Font choice is a popularity contest. There are just a select few fonts that are factory installed on everyone's computer. Cool, new fonts may look great, but you want to be sure that when the visitor goes to your website, that they're seeing on their computer is the same font you specified in the design of your website. If your cool new font isn't installed on their computer, then what they will see on their screen is their computer's default font which may ruin the whole look and feel of your website. Best advice is to stick to the basics where possible-Arial and Helvetica. Of course, while serif fonts (the ones with the little gizmos that finish off the tops and bottoms of most letters) are easier to read in print, sans-serifs (the ones without the little gizmos) dramatically increase website usability by keeping things smooth and easy to read on a bright screen. No need to delve into the science here, but for some reason, that's the way it is - something to do with pixels not dealing well with those small serifs.

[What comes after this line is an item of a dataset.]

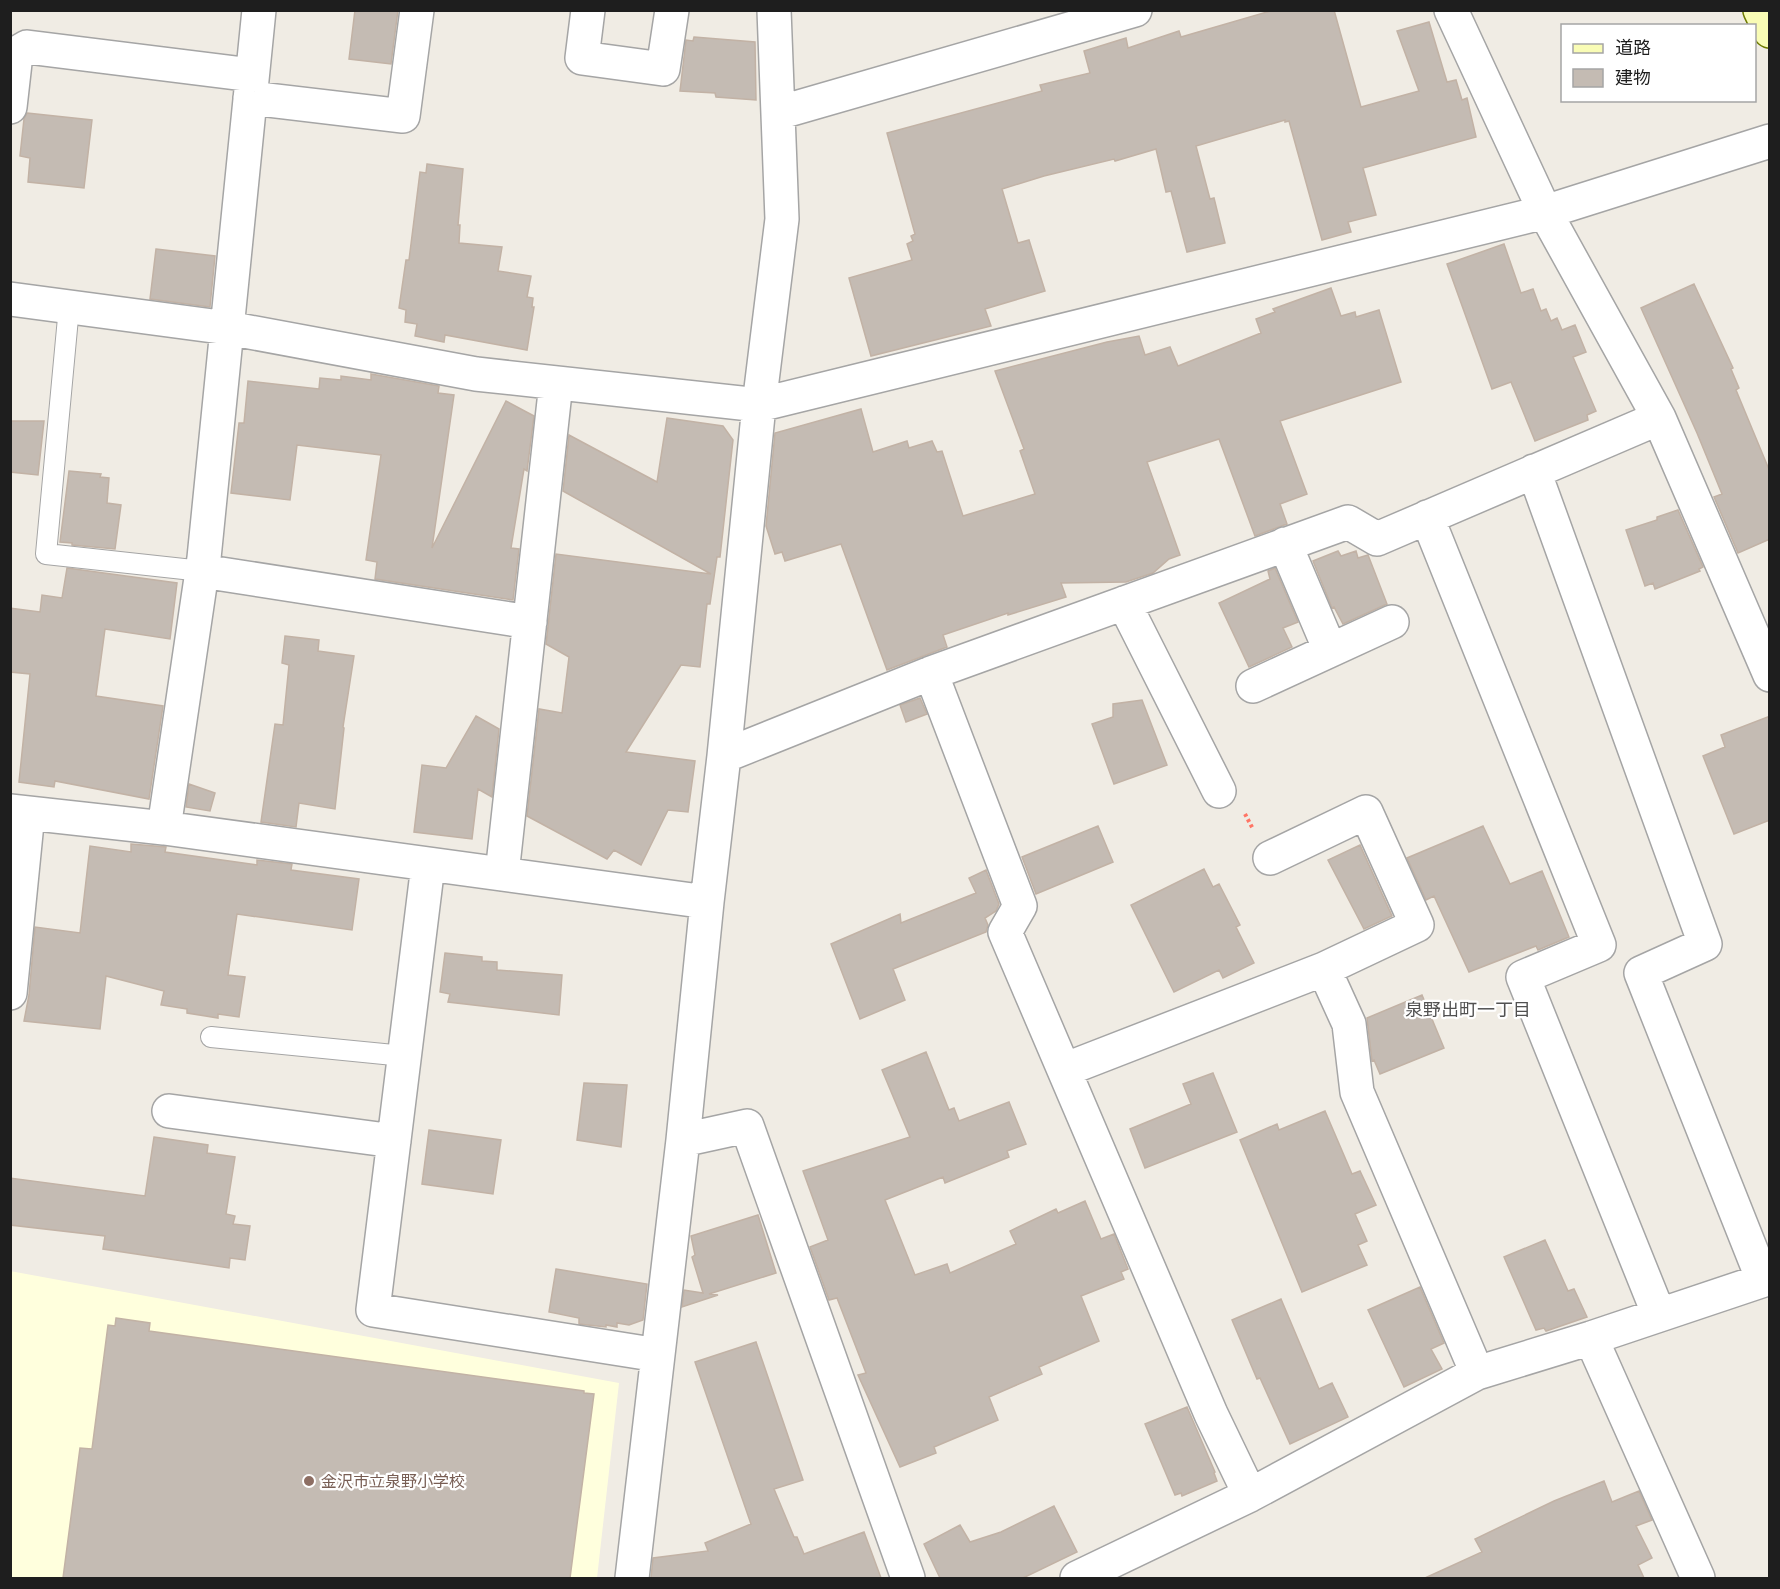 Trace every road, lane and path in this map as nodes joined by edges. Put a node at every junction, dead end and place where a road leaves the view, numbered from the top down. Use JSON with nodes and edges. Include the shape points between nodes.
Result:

Stay true. Few things are more important in your website typography than staying consistent. Keeping it simple certainly helps a website's usability. Sure, those artsy websites do cool stuff with clashing fonts, but they're artists, and their websites are supposed to make us think an react - their use of type is part of their message.
For most websites though, the goal with website typography is not to permanently catch the eye, but to feed it the information the visitor needs and then draw them along. Save your dramatic fonts for the points of action on your website; places where you need to emphasize a point or provide directions for the visitor (add to cart, proceed to checkout or download now). In order to maintain website usability, the rest of your body text needs to remain helpfully unobtrusive, neither gripping the user's eye, nor putting it off.
So when you think about fonts and type think: big and loose, easy to read, one that's on everyone's computer and is so commonplace that visitors coming to your website focus not on your fonts but on your words, on your compelling content.